Однажды Вадим начал было готовиться к постижению непостигаемого, но в нарушение всех норм, правил и сроков Ирина жалко промолвила, что сегодня — не может, такое у нее состояние. Вадим огорчился и смирился, как-то не заметив хитровато-блудливого взора верной супруги, запомнив, однако, день отказа и несколько удивившись, поскольку до «такого состояния» еще далеко. Терпел три дня — и вновь это самое состояние, причем объясненное не циклическими периодами женского организма, а моральными переживаниями, которые, видите ли, вызваны тем, что — страдает ее младший брат Кирилл, тот самый, которому так и не помог он, Вадик, да, да, не помог, когда его попросили две недели назад. Глазычев опешил от наглости дочки академика.

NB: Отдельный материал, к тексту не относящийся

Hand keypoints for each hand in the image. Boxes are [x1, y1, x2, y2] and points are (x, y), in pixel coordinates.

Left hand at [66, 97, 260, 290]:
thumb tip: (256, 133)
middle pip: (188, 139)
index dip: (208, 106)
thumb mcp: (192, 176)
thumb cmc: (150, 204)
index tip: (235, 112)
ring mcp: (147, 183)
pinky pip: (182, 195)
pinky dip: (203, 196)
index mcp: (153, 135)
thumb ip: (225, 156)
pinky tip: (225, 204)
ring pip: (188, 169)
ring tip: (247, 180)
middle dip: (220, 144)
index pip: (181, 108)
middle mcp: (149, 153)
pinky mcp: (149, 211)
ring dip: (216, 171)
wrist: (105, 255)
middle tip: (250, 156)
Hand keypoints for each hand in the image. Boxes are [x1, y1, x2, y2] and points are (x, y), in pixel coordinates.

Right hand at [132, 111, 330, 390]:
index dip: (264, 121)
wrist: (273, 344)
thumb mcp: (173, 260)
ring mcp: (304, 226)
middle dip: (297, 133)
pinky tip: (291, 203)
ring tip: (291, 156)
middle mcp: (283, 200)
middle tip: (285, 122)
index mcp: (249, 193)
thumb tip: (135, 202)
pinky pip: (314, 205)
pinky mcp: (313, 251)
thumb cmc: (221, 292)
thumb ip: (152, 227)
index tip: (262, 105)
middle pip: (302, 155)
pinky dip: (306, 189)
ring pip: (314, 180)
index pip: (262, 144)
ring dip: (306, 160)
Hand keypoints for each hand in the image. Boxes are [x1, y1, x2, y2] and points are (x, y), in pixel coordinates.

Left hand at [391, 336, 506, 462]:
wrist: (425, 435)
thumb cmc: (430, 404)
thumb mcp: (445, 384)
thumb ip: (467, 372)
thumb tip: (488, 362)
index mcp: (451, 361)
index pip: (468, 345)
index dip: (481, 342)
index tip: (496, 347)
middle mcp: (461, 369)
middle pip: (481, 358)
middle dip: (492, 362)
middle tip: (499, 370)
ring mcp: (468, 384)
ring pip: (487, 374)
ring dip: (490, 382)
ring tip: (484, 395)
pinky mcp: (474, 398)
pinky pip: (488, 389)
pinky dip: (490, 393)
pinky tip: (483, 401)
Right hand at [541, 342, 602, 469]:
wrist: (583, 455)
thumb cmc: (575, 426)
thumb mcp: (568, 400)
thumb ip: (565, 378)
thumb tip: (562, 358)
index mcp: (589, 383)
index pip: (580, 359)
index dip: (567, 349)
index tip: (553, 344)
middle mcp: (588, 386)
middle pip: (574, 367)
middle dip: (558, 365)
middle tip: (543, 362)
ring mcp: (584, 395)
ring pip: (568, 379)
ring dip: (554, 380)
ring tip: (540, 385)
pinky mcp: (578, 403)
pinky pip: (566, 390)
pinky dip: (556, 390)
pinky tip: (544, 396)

Братец ее — истинный всамделишный идиот, которому место в Кащенке или у Ганнушкина, пусть он там клеит коробочки в экстазе трудотерапии, а не пишет полные кретинизма статьи об индукции, которые ни один журнал не берет (и правильно делает!). Мальчику, видите ли, нужны публикации, мальчика не поняли на олимпиаде по математике, он потому еще страдает, что в институт не поступил, куда, впрочем, ему и поступать-то рано, шестнадцать лет идиоту и кретину, и о чем вообще думает теща, дважды, вспомнил Вадим, просившая зятя «помочь бедному и талантливому мальчику». А сам член-корреспондент академии наук — что, руки у него враги поотрубали?

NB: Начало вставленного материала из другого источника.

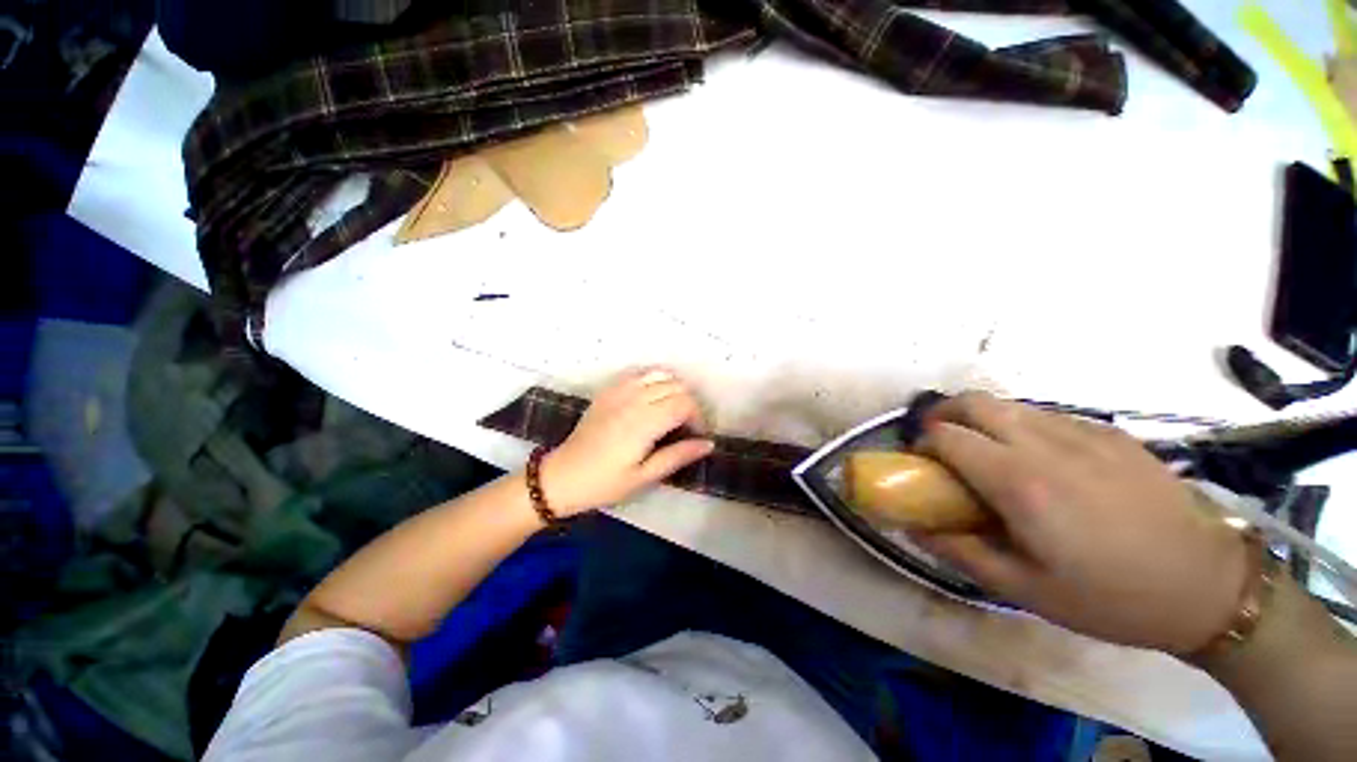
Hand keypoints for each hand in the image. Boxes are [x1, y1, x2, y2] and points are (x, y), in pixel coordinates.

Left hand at [539, 368, 714, 515]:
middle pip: (676, 386)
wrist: (562, 476)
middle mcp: (634, 399)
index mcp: (644, 422)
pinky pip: (639, 373)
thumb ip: (677, 456)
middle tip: (688, 426)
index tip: (698, 435)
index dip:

А Ирины очень хотелось. Но не настолько, чтоб клятвенно заверить: да ладно, суну я эту галиматью в «Науку и жизнь», там в редколлегии друзья земляка, и давай приступим… Так тянуло, что не сдержался и сквозь зубы, нехотя согласился. Но Ирина испуганно отпрянула: нет, нет, нет, только после того, как… И укатила к родителям, в девичью комнатенку, куда ему, еще не признанному жениху, дозволялось заглядывать на минутку, для того лишь, чтоб избранник семьи убедился: здесь чистота — моральная и физическая, здесь живет — ангел, неземное существо, непорочно зачатое, девушка, которая при определенных условиях может стать спутницей жизни достойного человека, — святыня, надежда и гордость семейства…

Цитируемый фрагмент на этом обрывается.